Barbara Ehrenreich Made Socialist Ideas Sound Like Common Sense

Barbara Ehrenreich was driven by both her undying anger at the profound injustices of life under capitalism and a fervent hope that the world doesn’t have to be this way.

Barbara Ehrenreich, author of Dancing in the Streets, poses

Barbara Ehrenreich photographed in New York City on January 10, 2007. (Andrew Harrer / Bloomberg via Getty Images)


In 2009, as a deep recession triggered an epidemic of layoffs and foreclosures, the New York Times asked Barbara Ehrenreich to write a series of articles about poverty in the United States. She visited Los Angeles, where I introduced her to community, tenants’ rights, and union organizers. She also traveled to Detroit, Dallas, Baltimore, Saint Louis, Racine, Wisconsin, Wilmington, Delaware, and New York, talking with low-income people as well as with poverty researchers and activists. When she got back to her home in Virginia, she emailed me, “I’m ready to look over my notes and see where I’ve gotten to. It’s a bit overwhelming, but I’m feeling my anger level rising, so I better figure something out.”

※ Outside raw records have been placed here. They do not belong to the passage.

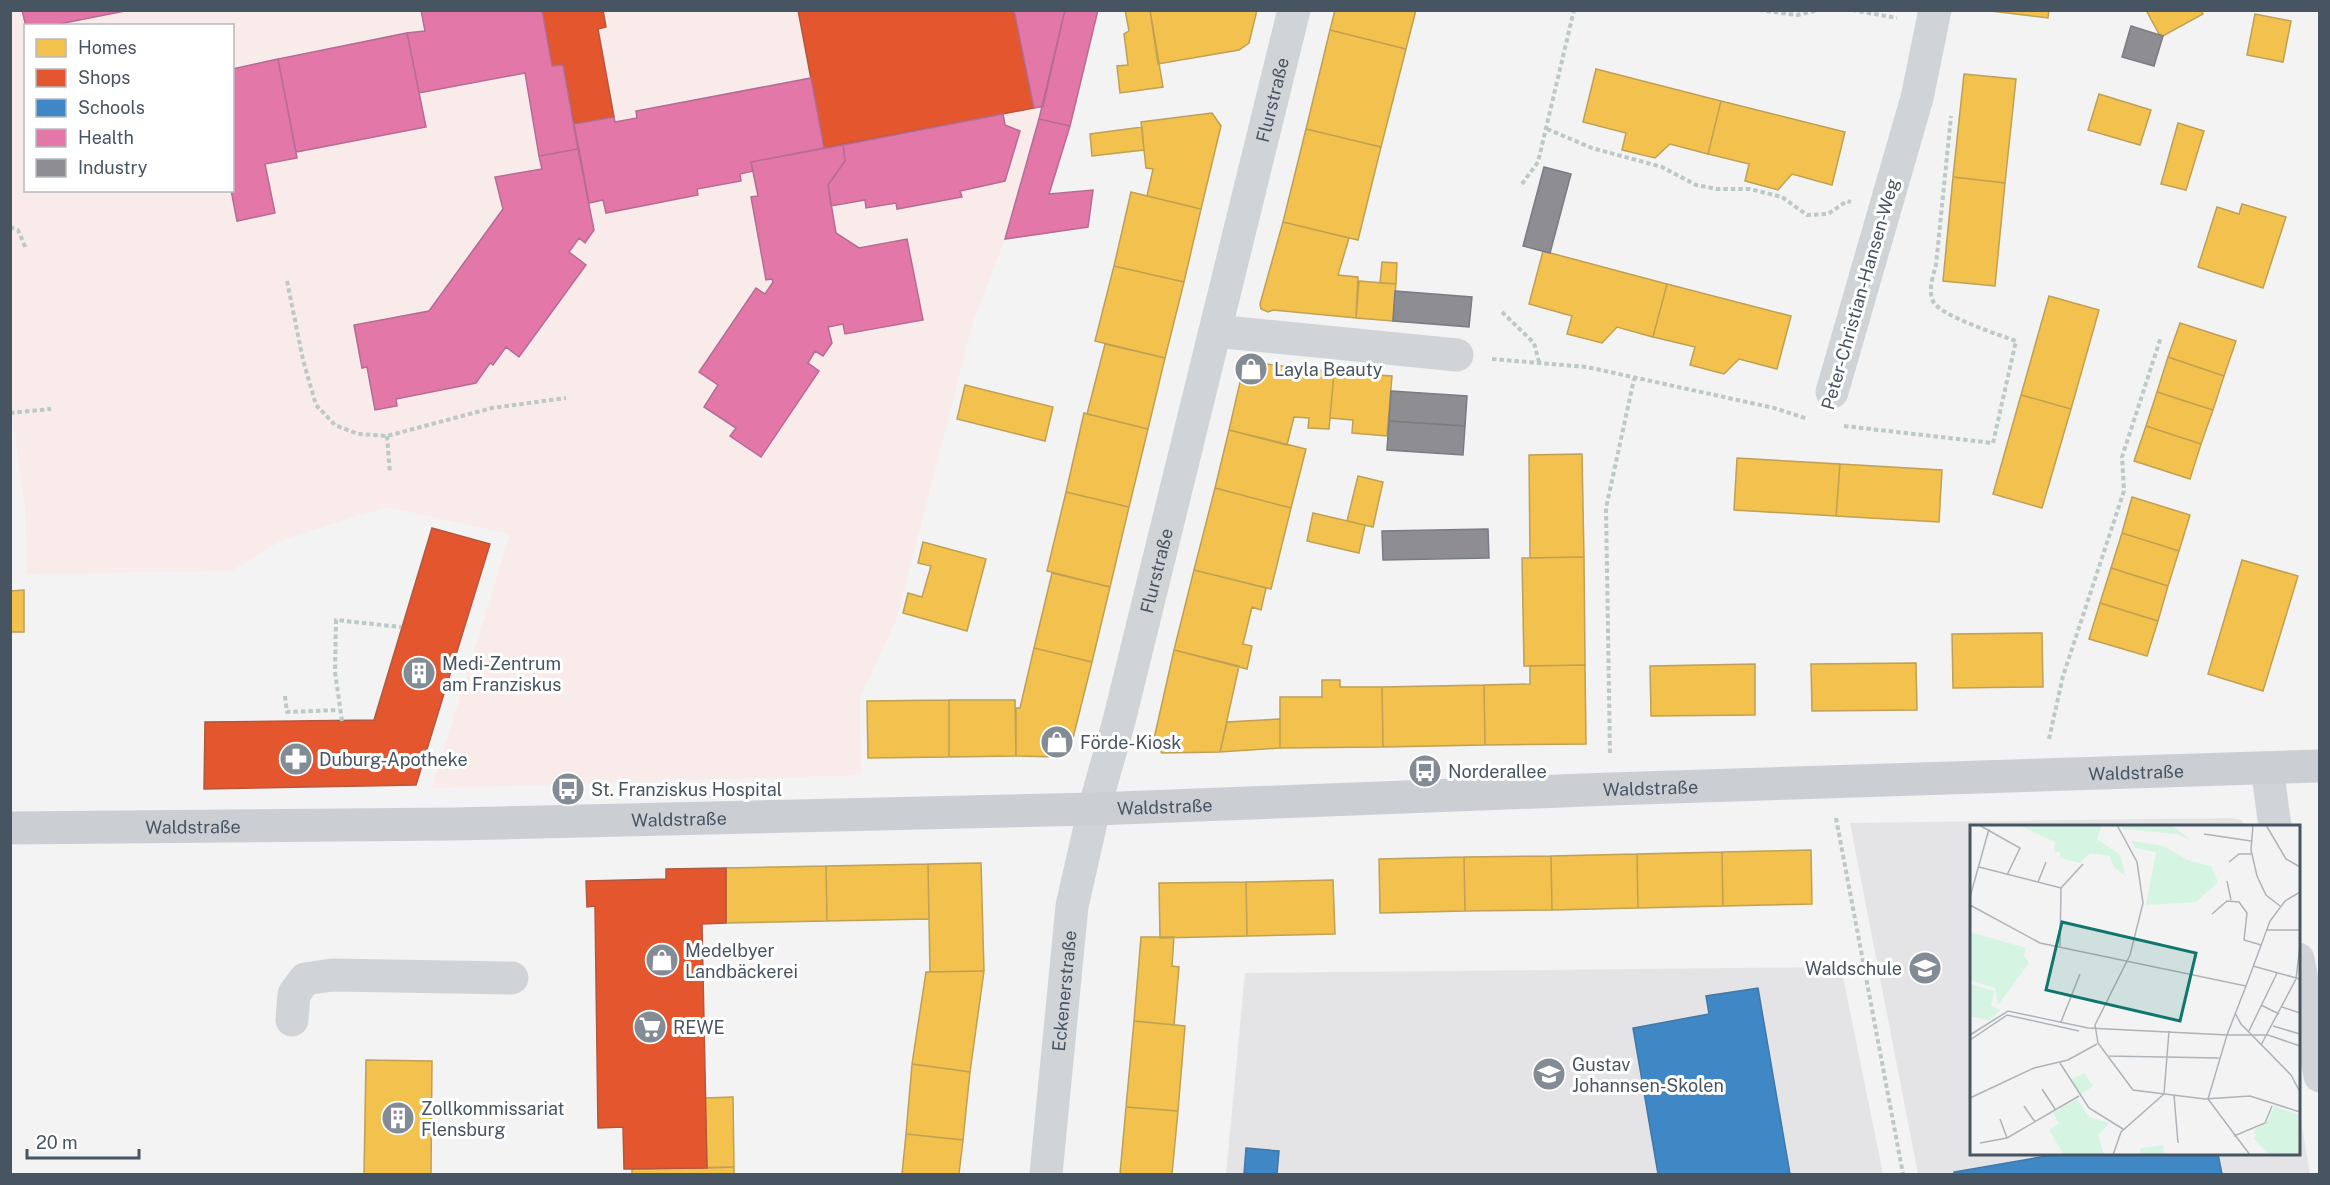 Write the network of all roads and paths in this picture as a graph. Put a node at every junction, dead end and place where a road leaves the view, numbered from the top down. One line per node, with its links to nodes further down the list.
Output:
1 (1294, 10): 15 (street, Flurstraße)
2 (1574, 10): 8 (path)
3 (1759, 10): 4 (path)
4 (1820, 10)
5 (1852, 10): 6 (path)
6 (1934, 18): 10 (street, Peter-Christian-Hansen-Weg)
7 (1952, 111): 25 (path)
8 (1547, 129): 9 (path); 10 (path)
9 (1522, 184)
10 (1884, 208): 21 (street, Peter-Christian-Hansen-Weg)
11 (10, 227): 12 (path)
12 (26, 249)
13 (287, 281): 26 (path)
14 (1502, 312): 19 (path)
15 (1215, 331): 17 (street); 37 (street, Flurstraße)
16 (2161, 337): 31 (path)
17 (1457, 355)
18 (1514, 360): 19 (path, Peter-Christian-Hansen-Weg)
19 (1539, 362): 20 (path, Peter-Christian-Hansen-Weg)
20 (1634, 379): 25 (path, Peter-Christian-Hansen-Weg); 36 (path)
21 (1832, 392): 25 (path, Peter-Christian-Hansen-Weg)
22 (566, 398): 26 (path)
23 (51, 409): 24 (path)
24 (10, 413)
25 (1823, 424)
26 (387, 436): 27 (path)
27 (390, 473)
28 (401, 627): 30 (path)
29 (285, 696): 30 (path)
30 (339, 710): 32 (path)
31 (2052, 719)
32 (342, 721)
33 (2319, 766): 34 (main road, Waldstraße)
34 (2267, 768): 35 (main road, Waldstraße); 38 (street)
35 (1829, 782): 36 (main road, Waldstraße); 45 (path)
36 (1611, 789): 37 (main road, Waldstraße)
37 (1094, 809): 39 (main road, Waldstraße); 44 (street, Eckenerstraße)
38 (2276, 825)
39 (10, 828)
40 (2300, 970): 43 (street)
41 (512, 978): 42 (street)
42 (292, 1020)
43 (2319, 1076)
44 (1047, 1174)
45 (1903, 1174)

What she figured out was that the composition of poverty was changing. In four remarkable articles ( “Is It Now a Crime to Be Poor?,” “The Recession’s Racial Divide,” “Too Poor to Make the News,” and “A Homespun Safety Net”), she described two groups of Americans enduring hardship and destitution: the downwardly mobile middle class and those who had been poor before the economic downturn and for whom conditions had gotten even worse. But she also noted a burgeoning movement among the poor and their allies to challenge America’s indifference to poverty, low wages, and a bare-bones safety net.

Her reporting reflected her two unrelenting outlooks on life: outrage and hope. It was a tightrope that Ehrenreich — who died of a stroke on Thursday at eighty-one at a hospice facility in Alexandria, Virginia — walked during most of her life.